▶ _Instructions for the task_
Would you pull out every line of the material that contains the string "Grenoble"?

▶ _Data listing_
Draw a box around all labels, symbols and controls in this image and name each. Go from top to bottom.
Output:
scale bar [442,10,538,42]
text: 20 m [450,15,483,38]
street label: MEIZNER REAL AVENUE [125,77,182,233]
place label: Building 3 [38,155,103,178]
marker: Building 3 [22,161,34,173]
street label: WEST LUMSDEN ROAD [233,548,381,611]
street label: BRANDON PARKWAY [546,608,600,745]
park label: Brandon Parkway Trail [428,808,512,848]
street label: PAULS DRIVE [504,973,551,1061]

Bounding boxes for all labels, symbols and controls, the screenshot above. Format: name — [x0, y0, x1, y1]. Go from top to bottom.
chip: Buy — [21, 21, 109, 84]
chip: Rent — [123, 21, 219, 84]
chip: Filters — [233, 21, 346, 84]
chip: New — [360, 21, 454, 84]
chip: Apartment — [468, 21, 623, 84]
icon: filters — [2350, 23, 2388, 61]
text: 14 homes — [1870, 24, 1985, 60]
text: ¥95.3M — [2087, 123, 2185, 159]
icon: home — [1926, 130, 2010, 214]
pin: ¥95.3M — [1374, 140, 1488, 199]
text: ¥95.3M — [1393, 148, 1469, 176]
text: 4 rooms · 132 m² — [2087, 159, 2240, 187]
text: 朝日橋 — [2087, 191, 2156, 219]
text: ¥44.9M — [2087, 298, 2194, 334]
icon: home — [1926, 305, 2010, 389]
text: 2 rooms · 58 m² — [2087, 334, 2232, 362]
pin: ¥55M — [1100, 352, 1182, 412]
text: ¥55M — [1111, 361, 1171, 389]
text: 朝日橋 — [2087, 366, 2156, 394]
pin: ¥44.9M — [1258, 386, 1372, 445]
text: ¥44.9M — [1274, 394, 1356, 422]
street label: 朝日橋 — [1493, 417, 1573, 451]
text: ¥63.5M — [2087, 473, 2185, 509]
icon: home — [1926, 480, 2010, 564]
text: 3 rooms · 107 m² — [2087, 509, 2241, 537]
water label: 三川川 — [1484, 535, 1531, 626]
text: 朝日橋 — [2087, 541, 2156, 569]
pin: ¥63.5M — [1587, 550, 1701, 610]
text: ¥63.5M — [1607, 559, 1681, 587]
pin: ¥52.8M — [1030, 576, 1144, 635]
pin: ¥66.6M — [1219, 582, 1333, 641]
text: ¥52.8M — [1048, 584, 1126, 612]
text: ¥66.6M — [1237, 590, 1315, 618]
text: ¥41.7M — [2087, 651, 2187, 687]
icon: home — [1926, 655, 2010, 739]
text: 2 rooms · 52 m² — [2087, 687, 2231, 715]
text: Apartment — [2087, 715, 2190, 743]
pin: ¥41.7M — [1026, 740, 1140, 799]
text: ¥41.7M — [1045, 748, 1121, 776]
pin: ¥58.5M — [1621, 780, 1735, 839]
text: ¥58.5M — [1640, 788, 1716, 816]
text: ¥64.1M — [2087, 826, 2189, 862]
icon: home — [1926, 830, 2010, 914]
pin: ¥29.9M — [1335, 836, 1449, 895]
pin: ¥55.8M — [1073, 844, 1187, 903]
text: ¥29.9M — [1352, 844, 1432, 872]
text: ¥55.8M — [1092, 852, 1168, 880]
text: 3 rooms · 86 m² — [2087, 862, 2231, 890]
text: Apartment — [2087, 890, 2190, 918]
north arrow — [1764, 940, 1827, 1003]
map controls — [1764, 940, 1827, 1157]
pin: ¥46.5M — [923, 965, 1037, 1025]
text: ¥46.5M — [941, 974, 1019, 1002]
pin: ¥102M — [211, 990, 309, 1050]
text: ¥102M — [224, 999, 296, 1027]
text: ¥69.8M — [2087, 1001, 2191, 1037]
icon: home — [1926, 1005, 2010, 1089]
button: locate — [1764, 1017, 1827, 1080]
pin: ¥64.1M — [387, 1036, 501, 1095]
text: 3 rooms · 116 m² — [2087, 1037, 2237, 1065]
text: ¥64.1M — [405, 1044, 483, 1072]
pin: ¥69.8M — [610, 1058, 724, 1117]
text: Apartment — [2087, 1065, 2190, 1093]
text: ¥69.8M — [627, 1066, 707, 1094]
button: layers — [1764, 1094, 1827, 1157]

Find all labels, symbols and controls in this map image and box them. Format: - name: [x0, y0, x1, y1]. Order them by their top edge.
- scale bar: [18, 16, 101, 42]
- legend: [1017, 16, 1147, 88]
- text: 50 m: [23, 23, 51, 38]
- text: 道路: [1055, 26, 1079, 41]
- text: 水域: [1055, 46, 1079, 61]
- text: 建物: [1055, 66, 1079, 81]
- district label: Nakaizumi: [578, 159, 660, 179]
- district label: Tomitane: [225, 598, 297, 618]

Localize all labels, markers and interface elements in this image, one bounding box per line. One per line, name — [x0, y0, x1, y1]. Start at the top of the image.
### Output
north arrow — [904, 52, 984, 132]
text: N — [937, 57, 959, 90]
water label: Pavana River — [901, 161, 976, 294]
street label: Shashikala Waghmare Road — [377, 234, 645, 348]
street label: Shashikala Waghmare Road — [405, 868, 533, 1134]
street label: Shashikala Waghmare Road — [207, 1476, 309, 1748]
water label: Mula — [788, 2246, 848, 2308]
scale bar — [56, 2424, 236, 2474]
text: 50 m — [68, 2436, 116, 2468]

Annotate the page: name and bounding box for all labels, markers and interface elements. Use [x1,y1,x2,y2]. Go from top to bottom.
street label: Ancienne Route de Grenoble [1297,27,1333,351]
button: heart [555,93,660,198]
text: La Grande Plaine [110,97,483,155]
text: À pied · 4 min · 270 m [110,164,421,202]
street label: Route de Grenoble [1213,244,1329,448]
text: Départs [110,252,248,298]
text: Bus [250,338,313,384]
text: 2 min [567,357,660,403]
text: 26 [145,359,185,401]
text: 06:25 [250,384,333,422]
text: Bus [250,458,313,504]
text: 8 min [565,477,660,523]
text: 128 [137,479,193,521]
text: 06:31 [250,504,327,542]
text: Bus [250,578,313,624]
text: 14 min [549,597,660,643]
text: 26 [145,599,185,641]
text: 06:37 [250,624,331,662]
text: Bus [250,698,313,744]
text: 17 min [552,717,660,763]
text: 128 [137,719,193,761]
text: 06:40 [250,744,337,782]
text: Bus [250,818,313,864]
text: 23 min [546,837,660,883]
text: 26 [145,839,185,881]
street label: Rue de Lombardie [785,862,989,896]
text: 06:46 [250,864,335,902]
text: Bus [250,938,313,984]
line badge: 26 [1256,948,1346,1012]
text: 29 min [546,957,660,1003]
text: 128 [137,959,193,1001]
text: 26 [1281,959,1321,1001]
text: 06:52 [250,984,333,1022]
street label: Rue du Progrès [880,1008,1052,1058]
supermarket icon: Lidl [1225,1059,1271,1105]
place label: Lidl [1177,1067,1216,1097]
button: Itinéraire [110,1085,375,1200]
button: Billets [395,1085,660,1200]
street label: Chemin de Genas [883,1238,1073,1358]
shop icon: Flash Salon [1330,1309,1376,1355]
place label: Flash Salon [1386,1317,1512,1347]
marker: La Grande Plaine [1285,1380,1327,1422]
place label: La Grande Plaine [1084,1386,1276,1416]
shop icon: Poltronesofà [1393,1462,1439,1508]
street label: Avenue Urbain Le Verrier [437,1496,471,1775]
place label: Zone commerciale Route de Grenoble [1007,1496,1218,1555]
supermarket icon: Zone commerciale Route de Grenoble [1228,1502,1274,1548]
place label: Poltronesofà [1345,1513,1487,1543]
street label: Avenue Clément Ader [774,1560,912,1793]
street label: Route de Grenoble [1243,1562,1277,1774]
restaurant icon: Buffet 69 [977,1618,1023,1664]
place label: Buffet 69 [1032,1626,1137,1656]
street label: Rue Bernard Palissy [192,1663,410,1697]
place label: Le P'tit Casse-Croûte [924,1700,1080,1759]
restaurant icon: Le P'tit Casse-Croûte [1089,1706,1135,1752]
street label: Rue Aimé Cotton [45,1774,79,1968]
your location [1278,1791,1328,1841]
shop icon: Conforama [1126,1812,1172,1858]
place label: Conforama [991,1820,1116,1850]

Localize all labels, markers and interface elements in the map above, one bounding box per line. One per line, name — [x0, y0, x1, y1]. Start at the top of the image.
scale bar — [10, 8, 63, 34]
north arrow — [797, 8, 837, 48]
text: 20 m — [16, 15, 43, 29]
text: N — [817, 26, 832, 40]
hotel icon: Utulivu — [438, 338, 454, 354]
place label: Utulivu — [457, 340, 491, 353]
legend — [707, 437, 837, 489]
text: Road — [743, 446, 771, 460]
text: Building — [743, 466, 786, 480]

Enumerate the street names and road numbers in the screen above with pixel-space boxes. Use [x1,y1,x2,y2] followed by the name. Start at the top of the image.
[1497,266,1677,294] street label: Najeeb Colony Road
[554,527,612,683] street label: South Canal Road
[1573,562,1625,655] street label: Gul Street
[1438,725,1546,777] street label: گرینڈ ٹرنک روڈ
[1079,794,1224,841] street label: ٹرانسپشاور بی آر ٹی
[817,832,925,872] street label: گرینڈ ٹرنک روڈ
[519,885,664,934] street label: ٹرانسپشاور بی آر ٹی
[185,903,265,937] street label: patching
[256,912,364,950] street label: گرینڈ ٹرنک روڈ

▶ _Solution for this problem_
street label: Ancienne Route de Grenoble [1297,27,1333,351]
street label: Route de Grenoble [1213,244,1329,448]
place label: Zone commerciale Route de Grenoble [1007,1496,1218,1555]
supermarket icon: Zone commerciale Route de Grenoble [1228,1502,1274,1548]
street label: Route de Grenoble [1243,1562,1277,1774]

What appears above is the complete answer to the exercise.